All lines between the start of the listing below and the line containing "ring pip: (1267, 727)", inclusive, must be repeated exactly.

▶ **MATERIAL PROVIDED**:
[Start of Attachment]
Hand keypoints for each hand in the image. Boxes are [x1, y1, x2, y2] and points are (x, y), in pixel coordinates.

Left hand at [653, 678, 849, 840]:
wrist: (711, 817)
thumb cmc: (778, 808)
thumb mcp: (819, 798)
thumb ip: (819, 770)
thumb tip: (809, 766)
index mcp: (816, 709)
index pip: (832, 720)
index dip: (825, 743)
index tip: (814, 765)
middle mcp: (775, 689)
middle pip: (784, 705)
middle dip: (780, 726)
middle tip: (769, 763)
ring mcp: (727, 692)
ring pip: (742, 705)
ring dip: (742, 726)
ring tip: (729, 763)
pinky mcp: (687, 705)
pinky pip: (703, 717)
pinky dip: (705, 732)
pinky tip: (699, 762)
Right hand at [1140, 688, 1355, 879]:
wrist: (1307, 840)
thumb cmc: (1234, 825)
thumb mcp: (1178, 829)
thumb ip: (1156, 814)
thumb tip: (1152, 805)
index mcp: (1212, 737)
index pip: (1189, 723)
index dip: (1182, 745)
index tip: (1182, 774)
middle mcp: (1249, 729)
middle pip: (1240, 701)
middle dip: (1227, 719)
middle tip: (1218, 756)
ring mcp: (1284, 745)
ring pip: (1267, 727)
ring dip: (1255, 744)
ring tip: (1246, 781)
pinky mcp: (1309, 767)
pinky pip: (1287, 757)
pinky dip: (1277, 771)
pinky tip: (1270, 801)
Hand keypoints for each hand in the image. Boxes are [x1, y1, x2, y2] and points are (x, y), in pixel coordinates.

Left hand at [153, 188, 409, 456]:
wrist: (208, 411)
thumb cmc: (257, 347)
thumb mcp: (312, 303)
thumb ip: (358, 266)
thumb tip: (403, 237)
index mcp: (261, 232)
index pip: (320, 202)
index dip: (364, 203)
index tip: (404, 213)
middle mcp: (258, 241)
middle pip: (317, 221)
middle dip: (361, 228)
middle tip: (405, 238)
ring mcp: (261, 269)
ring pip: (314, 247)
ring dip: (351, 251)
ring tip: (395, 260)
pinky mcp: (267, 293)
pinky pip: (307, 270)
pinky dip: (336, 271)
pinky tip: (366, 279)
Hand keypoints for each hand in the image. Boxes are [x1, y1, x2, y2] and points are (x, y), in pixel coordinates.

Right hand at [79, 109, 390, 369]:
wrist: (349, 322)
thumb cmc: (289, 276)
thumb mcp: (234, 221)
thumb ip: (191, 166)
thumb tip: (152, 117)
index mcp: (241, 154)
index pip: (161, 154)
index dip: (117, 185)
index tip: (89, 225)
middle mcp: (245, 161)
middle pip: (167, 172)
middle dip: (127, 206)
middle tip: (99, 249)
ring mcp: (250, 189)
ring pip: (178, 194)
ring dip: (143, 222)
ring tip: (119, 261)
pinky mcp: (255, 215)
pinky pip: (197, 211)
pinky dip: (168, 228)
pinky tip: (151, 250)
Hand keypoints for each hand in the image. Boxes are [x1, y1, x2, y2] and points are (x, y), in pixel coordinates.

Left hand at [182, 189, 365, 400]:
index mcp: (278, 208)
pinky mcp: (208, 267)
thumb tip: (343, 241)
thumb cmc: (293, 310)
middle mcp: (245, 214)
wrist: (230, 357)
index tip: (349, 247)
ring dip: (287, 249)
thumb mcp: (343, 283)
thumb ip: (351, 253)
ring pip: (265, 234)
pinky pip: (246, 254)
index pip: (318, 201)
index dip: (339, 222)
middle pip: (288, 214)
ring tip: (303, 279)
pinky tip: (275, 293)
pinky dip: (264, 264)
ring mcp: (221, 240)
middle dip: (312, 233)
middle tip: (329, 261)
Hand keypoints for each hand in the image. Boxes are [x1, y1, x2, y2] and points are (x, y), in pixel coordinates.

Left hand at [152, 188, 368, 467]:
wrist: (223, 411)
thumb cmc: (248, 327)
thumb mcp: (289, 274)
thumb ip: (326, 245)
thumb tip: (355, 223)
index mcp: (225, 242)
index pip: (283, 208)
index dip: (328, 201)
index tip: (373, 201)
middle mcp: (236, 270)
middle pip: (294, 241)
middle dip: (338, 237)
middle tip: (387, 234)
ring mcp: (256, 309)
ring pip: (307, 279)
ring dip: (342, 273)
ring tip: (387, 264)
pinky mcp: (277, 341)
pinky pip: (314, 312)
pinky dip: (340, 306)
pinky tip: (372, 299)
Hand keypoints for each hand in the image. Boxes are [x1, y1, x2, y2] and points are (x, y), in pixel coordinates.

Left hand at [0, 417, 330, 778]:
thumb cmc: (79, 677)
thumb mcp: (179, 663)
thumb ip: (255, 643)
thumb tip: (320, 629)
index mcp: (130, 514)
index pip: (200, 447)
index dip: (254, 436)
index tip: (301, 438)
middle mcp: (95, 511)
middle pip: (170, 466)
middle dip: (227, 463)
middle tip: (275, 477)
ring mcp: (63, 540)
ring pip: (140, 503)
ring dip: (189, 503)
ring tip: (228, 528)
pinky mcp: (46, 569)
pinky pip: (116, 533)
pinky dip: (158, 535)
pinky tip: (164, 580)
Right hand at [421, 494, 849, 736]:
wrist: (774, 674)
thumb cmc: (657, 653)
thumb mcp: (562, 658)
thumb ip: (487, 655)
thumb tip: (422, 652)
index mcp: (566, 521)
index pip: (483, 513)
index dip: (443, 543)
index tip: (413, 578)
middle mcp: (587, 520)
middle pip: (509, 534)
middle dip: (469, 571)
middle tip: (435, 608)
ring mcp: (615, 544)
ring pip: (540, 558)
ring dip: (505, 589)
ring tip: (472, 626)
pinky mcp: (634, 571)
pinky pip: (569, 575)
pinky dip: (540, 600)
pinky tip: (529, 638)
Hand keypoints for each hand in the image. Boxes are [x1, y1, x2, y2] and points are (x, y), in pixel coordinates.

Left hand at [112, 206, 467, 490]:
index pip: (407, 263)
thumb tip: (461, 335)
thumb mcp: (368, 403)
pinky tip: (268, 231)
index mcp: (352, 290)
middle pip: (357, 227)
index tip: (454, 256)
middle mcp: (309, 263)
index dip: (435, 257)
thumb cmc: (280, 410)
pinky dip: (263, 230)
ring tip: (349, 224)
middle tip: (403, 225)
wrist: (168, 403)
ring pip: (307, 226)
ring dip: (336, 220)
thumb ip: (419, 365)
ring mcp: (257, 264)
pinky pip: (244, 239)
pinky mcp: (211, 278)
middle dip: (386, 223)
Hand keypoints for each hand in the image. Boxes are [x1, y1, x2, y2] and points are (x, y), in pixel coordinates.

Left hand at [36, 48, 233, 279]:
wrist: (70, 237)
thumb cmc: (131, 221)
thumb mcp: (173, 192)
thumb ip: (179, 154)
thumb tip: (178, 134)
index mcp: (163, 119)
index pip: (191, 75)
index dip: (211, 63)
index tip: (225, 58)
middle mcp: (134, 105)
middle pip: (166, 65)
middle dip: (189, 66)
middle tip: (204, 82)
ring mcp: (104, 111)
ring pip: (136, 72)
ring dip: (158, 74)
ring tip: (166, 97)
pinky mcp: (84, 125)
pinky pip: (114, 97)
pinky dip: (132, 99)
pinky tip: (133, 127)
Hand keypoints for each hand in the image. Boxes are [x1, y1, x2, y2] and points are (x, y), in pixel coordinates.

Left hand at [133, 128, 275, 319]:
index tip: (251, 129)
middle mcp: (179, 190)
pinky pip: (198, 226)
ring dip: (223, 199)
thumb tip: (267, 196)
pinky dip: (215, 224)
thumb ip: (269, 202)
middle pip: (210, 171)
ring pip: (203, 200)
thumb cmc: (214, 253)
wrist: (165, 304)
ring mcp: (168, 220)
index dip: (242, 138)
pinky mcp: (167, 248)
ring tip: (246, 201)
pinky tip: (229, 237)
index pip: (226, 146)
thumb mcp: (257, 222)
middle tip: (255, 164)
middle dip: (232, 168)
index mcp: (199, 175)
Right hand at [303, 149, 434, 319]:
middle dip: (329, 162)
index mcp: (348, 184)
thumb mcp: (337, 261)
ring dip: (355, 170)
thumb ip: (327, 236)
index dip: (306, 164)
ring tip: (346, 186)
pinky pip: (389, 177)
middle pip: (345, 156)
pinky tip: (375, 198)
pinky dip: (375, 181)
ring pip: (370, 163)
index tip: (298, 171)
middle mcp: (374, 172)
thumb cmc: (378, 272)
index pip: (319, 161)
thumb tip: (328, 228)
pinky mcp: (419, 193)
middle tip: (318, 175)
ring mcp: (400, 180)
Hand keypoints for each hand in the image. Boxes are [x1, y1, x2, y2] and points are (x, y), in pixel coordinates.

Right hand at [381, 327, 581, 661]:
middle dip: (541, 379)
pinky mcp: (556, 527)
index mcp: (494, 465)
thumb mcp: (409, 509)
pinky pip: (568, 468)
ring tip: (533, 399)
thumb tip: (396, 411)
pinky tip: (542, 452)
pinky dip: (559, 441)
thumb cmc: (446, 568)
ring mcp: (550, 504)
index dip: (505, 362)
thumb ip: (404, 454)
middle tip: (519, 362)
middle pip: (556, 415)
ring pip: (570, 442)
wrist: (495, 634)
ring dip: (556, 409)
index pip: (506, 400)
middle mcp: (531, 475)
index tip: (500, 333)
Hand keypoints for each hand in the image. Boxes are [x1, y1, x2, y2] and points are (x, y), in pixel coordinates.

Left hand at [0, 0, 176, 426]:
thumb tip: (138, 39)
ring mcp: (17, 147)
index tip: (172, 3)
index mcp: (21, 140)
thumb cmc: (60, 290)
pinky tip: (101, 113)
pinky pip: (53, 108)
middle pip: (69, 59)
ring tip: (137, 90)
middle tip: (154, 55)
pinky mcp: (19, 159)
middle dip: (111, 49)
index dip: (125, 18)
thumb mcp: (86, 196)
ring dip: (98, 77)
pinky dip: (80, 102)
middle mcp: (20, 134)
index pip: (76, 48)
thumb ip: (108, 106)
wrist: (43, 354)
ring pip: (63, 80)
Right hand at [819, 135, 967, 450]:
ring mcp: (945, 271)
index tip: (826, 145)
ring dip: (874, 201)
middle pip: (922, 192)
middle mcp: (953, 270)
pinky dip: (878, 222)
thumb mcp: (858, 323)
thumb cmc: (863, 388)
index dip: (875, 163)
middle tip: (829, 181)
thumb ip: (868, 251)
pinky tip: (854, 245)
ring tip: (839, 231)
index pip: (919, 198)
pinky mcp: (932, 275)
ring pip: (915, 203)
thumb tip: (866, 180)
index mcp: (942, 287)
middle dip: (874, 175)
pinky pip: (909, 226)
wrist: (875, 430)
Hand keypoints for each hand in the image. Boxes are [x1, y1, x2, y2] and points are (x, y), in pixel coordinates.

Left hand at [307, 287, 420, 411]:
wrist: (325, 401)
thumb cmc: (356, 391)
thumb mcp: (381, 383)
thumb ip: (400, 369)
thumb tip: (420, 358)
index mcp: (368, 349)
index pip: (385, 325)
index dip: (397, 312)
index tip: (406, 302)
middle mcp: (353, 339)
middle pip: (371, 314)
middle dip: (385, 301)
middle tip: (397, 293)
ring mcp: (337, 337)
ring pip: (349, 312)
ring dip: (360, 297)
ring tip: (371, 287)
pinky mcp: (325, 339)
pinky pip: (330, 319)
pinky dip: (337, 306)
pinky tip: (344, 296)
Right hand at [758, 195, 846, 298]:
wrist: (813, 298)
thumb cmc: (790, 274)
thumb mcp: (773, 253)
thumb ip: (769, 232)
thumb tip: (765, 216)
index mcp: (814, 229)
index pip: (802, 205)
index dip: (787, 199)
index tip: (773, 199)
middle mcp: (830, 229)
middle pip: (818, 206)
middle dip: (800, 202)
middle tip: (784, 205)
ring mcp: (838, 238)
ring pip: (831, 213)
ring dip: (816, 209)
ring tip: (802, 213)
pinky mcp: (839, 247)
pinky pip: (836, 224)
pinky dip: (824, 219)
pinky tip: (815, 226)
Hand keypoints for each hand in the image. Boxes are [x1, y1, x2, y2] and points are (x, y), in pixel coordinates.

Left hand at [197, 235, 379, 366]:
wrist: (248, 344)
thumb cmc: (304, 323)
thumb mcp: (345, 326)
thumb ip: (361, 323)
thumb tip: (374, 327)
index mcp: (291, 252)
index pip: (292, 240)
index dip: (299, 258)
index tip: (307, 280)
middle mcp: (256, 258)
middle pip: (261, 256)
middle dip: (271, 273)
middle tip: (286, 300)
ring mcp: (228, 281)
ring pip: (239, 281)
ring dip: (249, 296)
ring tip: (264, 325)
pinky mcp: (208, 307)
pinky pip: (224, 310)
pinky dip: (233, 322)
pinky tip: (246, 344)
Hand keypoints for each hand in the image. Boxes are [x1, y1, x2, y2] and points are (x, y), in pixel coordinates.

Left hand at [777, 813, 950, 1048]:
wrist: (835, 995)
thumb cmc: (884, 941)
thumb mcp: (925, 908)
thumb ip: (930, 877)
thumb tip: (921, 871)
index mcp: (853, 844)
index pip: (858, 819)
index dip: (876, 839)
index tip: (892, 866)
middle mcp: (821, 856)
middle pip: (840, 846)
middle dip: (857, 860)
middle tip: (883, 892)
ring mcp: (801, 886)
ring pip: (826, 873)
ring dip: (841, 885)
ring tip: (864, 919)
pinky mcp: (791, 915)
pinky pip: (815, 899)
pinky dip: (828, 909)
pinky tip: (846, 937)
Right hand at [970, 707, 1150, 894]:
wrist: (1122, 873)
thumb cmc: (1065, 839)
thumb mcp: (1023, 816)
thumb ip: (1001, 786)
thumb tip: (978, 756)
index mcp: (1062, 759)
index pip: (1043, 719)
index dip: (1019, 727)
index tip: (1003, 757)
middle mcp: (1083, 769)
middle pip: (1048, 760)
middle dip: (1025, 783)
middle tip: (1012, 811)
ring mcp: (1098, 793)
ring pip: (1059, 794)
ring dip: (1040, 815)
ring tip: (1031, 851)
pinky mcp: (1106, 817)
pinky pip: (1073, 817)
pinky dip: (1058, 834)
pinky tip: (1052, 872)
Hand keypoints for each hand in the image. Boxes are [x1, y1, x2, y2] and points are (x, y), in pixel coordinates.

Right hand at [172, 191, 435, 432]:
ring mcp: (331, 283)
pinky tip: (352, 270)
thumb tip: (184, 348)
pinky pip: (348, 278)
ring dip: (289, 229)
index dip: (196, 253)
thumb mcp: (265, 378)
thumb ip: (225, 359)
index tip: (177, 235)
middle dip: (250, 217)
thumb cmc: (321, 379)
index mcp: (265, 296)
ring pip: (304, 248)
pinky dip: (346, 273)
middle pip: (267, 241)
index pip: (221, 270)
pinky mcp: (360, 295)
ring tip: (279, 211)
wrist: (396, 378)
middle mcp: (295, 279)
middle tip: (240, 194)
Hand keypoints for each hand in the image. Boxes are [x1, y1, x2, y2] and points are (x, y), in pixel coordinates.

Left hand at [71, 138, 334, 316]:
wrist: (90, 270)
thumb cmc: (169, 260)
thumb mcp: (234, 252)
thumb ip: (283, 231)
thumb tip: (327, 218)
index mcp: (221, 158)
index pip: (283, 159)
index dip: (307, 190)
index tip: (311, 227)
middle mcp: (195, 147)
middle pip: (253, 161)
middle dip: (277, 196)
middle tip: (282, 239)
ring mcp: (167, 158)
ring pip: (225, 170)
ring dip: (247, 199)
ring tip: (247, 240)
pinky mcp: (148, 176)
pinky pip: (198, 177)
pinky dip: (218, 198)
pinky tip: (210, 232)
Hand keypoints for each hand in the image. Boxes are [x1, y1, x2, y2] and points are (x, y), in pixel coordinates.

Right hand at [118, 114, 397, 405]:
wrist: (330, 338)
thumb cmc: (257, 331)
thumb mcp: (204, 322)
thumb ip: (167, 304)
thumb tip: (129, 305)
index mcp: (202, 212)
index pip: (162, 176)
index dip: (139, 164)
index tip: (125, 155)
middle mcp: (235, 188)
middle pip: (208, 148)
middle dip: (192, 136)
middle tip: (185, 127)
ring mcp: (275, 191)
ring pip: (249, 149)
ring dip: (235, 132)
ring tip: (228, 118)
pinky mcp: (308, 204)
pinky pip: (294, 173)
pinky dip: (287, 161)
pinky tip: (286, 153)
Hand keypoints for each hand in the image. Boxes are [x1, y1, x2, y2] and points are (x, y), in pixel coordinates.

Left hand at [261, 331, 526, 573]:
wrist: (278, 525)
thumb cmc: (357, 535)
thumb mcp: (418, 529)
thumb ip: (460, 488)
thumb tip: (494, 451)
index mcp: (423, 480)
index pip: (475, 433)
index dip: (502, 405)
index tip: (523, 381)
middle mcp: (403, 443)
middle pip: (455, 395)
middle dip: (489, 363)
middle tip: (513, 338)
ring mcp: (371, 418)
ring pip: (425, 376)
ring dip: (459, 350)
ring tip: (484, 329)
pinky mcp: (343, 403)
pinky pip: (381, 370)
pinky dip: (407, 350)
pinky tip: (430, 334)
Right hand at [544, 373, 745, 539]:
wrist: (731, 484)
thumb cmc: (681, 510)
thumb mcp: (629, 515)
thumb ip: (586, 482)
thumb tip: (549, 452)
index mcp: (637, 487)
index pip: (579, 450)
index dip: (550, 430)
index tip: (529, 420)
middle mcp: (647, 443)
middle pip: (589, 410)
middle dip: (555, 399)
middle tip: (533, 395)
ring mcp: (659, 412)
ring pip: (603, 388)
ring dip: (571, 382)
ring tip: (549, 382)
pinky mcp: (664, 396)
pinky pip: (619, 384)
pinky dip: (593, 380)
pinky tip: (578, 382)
[End of Attachment]
▶ **REPLY**:
Hand keypoints for each hand in the image. Boxes are [x1, y1, x2, y2] and points are (x, y), in pixel coordinates.

Left hand at [653, 678, 849, 840]:
wrist: (711, 817)
thumb cmc: (778, 808)
thumb mcp: (819, 798)
thumb ip: (819, 770)
thumb tip: (809, 766)
index mcp: (816, 709)
index pip: (832, 720)
index dip: (825, 743)
index tip: (814, 765)
middle mcp: (775, 689)
middle pip: (784, 705)
middle dip: (780, 726)
middle tip: (769, 763)
ring mcp: (727, 692)
ring pip: (742, 705)
ring dip: (742, 726)
ring tip: (729, 763)
pinky mcp: (687, 705)
pinky pip: (703, 717)
pinky dip: (705, 732)
pinky tip: (699, 762)
Right hand at [1140, 688, 1355, 879]:
wrist: (1307, 840)
thumb cmc: (1234, 825)
thumb mcp: (1178, 829)
thumb ip: (1156, 814)
thumb tip: (1152, 805)
index mcp: (1212, 737)
index pip: (1189, 723)
index dip: (1182, 745)
index tip: (1182, 774)
middle mcp: (1249, 729)
middle pip: (1240, 701)
middle dip: (1227, 719)
middle tip: (1218, 756)
ring mcp: (1284, 745)
ring pip: (1267, 727)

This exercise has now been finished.